Stale urine, decades-old beer, overcooked hotdogs and chemically saturated lake breezes. For most people, this questionable m?lange evokes waves of nausea, not nostalgia. But any died-in-the-wool Cleveland Indians fan knows it as the unmistakable odor of the old Municipal Stadium.
I grew up thinking that a .250 batting average was All-Star caliber and that Julio Franco was the second coming of Babe Ruth. I had some vague notion of what those mythical “playoffs” were, but since they had never made their way to the shores of Lake Erie in my lifetime, I didn’t worry too much about them. Instead, I just appreciated the fact that my family could relocate from our upper-deck seats to the front row. The team’s losing record made even cavernous Municipal an intimate setting, and there I learned the basics of the game from my dad, along with the basics of being an illogically loyal Indians fan.
In 1993, the year I first played organized softball, the Indians made two important moves. They traded for slick-handed Omar Vizquel whom I, a burgeoning shortstop, instantly worshipped. They also played their final game in Municipal Stadium, and prepared to relocate to shiny new Jacobs Field. The next year was one of exciting firsts. My softball team won the Shaker Heights 9-10 age division, and it appeared that the youth-laden Indians were headed for the playoffs as well, via the wild card.
But the players’ strike intervened, and my hopes were delayed for another season. When the labor dispute of millionaires versus billionaires was finally resolved, national pundits wondered if already-struggling baseball could ever reclaim its disillusioned fan base.

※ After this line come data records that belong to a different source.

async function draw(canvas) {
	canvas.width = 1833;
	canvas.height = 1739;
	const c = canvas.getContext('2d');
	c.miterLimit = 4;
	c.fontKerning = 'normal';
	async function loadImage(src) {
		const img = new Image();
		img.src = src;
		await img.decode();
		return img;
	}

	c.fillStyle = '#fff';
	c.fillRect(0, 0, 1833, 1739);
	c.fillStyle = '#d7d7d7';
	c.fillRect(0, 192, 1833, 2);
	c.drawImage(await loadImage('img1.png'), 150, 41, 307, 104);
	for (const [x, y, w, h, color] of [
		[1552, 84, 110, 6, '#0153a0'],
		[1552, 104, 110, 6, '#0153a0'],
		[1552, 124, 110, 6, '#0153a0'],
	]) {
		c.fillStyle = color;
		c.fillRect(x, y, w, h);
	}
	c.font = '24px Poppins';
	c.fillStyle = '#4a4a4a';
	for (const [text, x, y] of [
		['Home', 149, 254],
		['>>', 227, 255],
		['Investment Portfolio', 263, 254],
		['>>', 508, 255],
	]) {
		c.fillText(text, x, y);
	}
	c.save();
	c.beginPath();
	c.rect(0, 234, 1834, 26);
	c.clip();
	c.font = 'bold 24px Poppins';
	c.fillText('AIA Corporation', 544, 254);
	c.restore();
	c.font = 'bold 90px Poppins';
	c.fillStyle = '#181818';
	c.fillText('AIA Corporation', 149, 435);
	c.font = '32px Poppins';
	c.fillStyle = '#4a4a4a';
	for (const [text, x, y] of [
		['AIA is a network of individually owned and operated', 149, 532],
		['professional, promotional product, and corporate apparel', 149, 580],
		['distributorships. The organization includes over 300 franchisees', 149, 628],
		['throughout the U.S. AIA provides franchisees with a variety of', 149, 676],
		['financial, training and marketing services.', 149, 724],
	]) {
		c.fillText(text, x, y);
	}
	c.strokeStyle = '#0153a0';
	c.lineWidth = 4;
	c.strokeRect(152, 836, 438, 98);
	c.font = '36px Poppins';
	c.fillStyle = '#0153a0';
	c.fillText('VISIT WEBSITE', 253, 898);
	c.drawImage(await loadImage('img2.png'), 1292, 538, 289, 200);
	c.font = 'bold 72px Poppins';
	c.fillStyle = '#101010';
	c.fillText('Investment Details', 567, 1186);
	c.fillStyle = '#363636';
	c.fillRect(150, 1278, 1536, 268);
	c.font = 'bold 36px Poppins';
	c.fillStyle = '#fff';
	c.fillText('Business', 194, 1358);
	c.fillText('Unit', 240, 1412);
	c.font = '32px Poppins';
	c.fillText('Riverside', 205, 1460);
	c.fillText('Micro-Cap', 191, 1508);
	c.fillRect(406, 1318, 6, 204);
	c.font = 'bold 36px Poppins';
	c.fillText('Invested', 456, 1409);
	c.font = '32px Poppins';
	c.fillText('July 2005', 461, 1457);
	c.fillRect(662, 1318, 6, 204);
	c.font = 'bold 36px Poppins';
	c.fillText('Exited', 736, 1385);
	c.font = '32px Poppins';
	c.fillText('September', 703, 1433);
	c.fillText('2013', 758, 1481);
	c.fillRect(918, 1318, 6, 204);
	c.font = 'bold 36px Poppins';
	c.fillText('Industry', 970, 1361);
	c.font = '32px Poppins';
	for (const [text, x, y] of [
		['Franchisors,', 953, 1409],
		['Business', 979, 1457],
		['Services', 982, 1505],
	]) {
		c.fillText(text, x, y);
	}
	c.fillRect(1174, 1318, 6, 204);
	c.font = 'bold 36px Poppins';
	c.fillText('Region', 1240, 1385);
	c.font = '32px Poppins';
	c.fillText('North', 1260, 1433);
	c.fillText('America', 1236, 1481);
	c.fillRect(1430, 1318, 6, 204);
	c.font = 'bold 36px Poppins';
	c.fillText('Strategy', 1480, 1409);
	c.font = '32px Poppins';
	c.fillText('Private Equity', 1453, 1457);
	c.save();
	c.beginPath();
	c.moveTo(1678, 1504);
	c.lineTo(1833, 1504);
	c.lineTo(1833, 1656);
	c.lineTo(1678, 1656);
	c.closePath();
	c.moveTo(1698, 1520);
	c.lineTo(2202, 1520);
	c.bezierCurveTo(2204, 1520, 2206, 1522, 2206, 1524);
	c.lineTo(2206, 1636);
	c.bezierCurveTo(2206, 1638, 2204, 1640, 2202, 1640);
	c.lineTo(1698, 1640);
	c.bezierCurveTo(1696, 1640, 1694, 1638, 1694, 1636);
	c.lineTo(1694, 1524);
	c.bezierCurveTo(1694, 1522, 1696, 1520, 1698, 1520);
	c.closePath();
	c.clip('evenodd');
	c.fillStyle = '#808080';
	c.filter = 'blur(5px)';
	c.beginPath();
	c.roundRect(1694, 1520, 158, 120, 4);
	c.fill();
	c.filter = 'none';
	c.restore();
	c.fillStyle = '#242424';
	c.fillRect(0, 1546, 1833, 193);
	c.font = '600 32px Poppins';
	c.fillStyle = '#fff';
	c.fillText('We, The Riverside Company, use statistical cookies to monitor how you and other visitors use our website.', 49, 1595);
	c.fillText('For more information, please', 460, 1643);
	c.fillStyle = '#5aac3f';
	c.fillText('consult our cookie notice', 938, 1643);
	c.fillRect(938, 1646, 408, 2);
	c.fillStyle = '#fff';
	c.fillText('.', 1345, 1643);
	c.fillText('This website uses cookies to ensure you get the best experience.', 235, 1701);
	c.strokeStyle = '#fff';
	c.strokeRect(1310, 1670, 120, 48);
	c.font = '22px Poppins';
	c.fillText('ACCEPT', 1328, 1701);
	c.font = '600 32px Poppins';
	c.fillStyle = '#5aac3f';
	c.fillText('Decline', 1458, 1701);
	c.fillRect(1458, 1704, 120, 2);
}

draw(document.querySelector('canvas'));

But Cleveland’s love affair with the Indians, which would result in a record 455 consecutive sellouts of the new stadium, was just beginning.
I decided that 1995 season to forsake cushy girls softball for the challenge of hardball. I played for the Little League Yankees, and my only comfort, while looking at the photographic evidence of me sporting that hated navy cap, is that my team was as mediocre as the Major League version deserves to be. Though my Omar-inspired fielding skills were fine, fastballs hurled by the physically precocious 12-year-old boys I now faced in the batter’s box were a far cry from the gently lobbed rainbows I’d hammered on in the girls’ league. I grew frustrated.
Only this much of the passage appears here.